Among the technologies on display at the Deloitte Innovation Demo Day in the firm’s 30 Rockefeller Plaza offices were ICount, a mobile app for doing inventory counts using a bar code reader that employs the camera on an iPhone or Android phone. The app works with Tableau's data visualization software to plot the information on charts. Approximately 200 of Deloitte’s engagement teams are now using the technology, which is in its second year.

“That’s the beauty of why the technology is so important,” said Deloitte & Touche chief innovation officer Jon Raphael. “Now we’re spending almost no time on data capture, binding, reconciling and creating work papers.

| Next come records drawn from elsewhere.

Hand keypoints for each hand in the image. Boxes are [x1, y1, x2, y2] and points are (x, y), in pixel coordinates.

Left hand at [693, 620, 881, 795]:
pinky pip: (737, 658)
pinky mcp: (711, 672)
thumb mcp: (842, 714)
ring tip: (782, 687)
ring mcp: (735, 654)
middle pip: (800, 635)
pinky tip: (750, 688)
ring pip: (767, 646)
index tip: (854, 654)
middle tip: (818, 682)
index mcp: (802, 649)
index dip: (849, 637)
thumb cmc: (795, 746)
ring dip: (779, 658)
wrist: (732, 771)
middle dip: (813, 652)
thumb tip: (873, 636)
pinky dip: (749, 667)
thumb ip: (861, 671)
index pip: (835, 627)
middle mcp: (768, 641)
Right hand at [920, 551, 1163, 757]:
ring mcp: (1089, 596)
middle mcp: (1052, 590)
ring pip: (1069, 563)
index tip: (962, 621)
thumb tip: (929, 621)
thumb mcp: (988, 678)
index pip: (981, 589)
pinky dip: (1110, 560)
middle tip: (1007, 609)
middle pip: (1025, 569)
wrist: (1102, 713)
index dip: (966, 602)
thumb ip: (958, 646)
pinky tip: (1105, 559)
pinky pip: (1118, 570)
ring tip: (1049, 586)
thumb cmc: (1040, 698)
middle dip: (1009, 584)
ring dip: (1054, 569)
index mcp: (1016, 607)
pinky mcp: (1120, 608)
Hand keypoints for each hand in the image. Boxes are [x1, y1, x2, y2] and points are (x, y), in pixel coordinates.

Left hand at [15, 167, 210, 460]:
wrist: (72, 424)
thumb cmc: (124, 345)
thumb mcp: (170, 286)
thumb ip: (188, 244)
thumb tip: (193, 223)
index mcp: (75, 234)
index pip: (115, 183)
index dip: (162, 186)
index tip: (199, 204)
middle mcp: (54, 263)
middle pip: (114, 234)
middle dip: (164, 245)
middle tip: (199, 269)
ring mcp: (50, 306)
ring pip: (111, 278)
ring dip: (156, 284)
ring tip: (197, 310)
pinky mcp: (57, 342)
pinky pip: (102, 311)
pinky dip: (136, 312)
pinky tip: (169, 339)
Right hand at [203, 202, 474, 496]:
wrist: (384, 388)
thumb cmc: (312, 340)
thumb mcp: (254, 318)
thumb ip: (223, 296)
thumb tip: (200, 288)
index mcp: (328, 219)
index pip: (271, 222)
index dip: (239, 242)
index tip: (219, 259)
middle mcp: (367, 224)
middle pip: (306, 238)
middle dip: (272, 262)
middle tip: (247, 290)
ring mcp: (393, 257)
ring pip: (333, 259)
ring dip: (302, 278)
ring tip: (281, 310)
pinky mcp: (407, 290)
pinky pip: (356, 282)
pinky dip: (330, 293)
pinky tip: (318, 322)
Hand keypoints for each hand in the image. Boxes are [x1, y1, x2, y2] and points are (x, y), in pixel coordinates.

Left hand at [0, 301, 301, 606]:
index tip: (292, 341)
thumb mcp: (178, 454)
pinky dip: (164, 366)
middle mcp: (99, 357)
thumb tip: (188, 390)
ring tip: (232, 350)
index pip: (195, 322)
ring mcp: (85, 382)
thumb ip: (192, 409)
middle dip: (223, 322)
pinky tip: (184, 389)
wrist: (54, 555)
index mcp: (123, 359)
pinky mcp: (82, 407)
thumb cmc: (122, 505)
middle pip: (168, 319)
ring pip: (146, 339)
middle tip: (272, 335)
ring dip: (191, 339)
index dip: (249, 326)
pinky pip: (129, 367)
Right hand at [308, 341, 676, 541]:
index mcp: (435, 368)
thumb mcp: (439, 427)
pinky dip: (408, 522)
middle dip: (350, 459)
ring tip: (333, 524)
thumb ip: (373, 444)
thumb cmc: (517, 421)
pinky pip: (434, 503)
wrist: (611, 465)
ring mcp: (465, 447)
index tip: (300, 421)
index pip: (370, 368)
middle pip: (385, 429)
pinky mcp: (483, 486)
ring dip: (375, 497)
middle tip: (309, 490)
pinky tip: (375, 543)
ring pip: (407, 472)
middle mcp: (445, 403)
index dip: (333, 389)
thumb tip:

All the time is spent interacting with people, touching the inventory and moving things around.”

Another technology for auditors is in the area of disclosure analytics, letting them rapidly search through millions of disclosures and accounting policies among companies. Users can target their searches to look for topics such as cyber disclosures. A blue indicator shows if there was any comment letter from the Securities and Exchange Commission, for example, on the use of non-GAAP metrics. The application employs XBRL (Extensible Business Reporting Language) technology to find patterns. A predictive algorithm gauges levels of accounting risk, business risk and fraud risk for auditors.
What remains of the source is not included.